A coup is underway in oil-rich Venezuela. The US and numerous allies have officially recognized an opposition figure as the country’s ‘interim’ president. The Trump administration is trying to pass this off as an effort to free Venezuelan people from tyranny. But a simple comparison with close US ally Saudi Arabia exposes Washington’s jaw-dropping double standards.
Venezuela: US-backed coup attempt
The US wants the head of Venezuela’s national assembly, Juan Guaidó, to be president. Brazil’s far-right president Jair Bolsonaro does too. Other regional allies, including the right-wing governments of Colombia and Argentina, have also backed Guaidó. And while the EU is unquestionably divided on the question, it too appears to be backing Guaidó as ‘interim president’.
As The Canary has reported, this move represents a US-backed coup, pure and simple. It’s reminiscent of other acts of US imperialism such as the 2002 coup attempt in Venezuela and the 1973 coup in Chile.
US vice-president Mike Pence has described Venezuela’s elected president Nicolás Maduro as a “dictator with no legitimate claim to power”. But he has called the national assembly “the last vestige of democracy” in Venezuela. In short, he implied that, by backing Guaidó, the US was seeking to ‘bring freedom’ to the Venezuelan people.
Saudi Arabia: no US-backed coup attempt
But something is seriously amiss. If what motivates Washington in its foreign policy is a love of freedom, then why is it that its major ally in the Middle East is Saudi Arabia – a brutal dictatorship with only limited local elections? Donald Trump has even said the US is “subsidising” the Saudi military. Not only have there been practically zero punitive measures levied against Saudi Arabia for its flagrant crushing of any shred of dissent against its totalitarian regime, but the US has been doing extensive business with its royal family for many decades.
Clearly, it’s not a concern for freedom or democracy that motivates US foreign policy, but rather the government’s self-interest. That’s why the US has completely overlooked the Saudi regime’s brutality. It’s also why the US hates Venezuela’s government – because the latter has threatened US economic and geopolitical interests.
The latest convenient ruse
Venezuela’s economic crisis has created the latest convenient ruse on which to justify intervention. Yes, the crisis has been devastating. It has led to major shortages of food and medicine and an exodus of people out of the country. And we could see it as a humanitarian crisis. But if humanitarianism were the motivating factor, then why has Washington done nothing meaningful to stop the world’s worst humanitarian crisis in Yemen, which has been caused in large part by a Saudi-led bombing campaign?
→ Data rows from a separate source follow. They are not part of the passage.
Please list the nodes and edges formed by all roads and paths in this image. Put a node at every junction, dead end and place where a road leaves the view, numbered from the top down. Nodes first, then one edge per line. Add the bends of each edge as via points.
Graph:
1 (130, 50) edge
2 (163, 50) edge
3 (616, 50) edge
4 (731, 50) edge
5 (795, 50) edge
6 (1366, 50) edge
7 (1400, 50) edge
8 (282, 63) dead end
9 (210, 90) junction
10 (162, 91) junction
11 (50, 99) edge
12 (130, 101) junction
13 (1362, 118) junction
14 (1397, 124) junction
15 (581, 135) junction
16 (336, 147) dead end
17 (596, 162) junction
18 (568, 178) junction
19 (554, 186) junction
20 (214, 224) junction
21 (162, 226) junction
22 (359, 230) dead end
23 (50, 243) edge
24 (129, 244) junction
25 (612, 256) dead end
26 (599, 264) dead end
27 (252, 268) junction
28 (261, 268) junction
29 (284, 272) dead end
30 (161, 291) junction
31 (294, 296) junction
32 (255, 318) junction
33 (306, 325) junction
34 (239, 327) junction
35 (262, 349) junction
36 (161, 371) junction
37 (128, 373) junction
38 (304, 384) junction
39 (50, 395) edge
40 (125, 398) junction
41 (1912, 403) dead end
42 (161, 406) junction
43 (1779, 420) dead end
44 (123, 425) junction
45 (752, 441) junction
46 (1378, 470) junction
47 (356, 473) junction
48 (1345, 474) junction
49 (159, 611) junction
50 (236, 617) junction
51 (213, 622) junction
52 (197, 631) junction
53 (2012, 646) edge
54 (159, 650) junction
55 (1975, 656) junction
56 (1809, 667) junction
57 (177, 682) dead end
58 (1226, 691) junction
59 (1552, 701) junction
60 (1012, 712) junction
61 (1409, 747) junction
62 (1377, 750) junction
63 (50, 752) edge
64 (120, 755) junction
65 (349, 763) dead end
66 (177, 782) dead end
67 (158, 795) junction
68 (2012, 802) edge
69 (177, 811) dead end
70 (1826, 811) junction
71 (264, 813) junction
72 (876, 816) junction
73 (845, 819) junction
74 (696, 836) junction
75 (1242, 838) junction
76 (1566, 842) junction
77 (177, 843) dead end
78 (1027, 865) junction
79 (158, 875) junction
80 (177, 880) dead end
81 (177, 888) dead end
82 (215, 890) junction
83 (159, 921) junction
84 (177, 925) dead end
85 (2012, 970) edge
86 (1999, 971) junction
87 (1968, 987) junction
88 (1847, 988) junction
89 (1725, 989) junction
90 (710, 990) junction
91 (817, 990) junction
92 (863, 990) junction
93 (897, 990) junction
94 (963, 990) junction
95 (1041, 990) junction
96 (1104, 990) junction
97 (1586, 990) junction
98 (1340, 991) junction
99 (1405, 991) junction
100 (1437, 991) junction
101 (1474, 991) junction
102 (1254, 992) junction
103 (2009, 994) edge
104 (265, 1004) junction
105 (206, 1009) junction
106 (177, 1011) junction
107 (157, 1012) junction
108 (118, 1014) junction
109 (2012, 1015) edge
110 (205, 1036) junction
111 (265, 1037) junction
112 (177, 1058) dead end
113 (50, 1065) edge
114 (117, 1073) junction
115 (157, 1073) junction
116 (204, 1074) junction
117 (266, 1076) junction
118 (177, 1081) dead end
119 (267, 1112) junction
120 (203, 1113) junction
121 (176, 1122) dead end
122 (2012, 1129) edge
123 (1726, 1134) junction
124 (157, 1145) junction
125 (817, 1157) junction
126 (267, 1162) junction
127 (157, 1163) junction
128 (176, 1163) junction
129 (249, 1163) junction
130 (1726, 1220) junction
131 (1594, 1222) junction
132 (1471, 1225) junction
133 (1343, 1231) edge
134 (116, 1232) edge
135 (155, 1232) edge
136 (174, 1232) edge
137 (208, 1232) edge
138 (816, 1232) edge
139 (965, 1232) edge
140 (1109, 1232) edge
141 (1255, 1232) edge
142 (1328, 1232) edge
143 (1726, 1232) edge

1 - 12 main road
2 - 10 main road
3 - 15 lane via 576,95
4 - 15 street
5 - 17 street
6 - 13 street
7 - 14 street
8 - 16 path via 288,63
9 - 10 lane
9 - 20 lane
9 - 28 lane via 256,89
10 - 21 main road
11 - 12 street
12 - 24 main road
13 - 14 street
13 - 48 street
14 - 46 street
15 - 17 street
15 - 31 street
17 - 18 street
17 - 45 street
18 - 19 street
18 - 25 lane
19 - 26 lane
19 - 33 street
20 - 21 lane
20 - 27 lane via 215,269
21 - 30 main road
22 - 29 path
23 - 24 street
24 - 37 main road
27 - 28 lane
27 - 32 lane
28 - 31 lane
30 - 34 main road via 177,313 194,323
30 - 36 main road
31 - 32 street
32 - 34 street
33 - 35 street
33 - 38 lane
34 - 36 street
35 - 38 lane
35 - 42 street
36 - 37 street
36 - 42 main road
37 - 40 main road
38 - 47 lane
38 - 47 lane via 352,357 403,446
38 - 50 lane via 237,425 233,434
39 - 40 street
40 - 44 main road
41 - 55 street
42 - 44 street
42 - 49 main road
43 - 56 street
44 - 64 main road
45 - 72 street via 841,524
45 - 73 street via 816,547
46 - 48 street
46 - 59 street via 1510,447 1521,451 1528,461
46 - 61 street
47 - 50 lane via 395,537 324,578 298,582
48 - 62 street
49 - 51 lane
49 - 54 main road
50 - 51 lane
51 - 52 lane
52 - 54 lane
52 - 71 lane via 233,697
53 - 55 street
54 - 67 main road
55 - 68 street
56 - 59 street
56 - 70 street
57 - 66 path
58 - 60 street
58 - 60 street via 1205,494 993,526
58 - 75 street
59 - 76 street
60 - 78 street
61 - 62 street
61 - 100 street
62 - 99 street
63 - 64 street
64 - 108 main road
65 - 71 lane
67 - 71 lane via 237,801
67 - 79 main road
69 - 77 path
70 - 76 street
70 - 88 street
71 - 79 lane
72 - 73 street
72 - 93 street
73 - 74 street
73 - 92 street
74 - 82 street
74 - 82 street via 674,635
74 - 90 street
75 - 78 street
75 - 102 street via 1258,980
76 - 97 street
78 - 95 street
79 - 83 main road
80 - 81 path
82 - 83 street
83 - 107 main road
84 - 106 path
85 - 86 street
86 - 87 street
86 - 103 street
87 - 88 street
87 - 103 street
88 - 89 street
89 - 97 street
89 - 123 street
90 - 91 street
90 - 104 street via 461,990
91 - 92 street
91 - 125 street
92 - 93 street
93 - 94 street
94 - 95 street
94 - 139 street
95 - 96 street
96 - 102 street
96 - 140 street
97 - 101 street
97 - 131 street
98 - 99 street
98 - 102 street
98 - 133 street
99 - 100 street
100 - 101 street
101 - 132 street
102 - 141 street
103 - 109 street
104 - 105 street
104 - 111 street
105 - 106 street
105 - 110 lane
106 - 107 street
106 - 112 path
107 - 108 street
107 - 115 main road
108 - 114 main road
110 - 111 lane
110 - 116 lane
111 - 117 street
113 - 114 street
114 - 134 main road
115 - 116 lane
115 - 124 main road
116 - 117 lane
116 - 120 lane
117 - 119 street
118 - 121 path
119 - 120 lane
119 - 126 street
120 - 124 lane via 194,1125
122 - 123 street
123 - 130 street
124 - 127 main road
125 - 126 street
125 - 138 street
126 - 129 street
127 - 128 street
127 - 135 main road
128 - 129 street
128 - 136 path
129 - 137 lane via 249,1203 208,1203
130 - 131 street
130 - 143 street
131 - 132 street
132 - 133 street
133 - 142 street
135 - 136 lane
The human suffering there far surpasses what has happened in Venezuela.
Clearly, it’s a case of selective indignation to justify pre-established and unrelated criteria for how to treat a foreign country. And with Trump in the White House, Washington doesn’t even bother making a secret of this anymore. In fact, any remaining pretense of benevolent concern has been completely abandoned. Trump recently boasted that his government gave favorable treatment to the Saudis because of the business that they give to the US. He even spelled it out explicitly, stating:
The United States intends to remain a steadfast partner of Saudi Arabia to ensure the interests of our country, Israel and all other partners in the region.
In case there is any doubt, this single sentence explodes any remaining vestige of Washington’s foreign policy credibility. The US is taking its double standards to new heights of audacity. Whatever the faults of the Maduro government, the coup in Venezuela must be denounced for the shameless hypocrisy that it is. The time is now to speak out against shameless US bullying in the service of its own self-interest.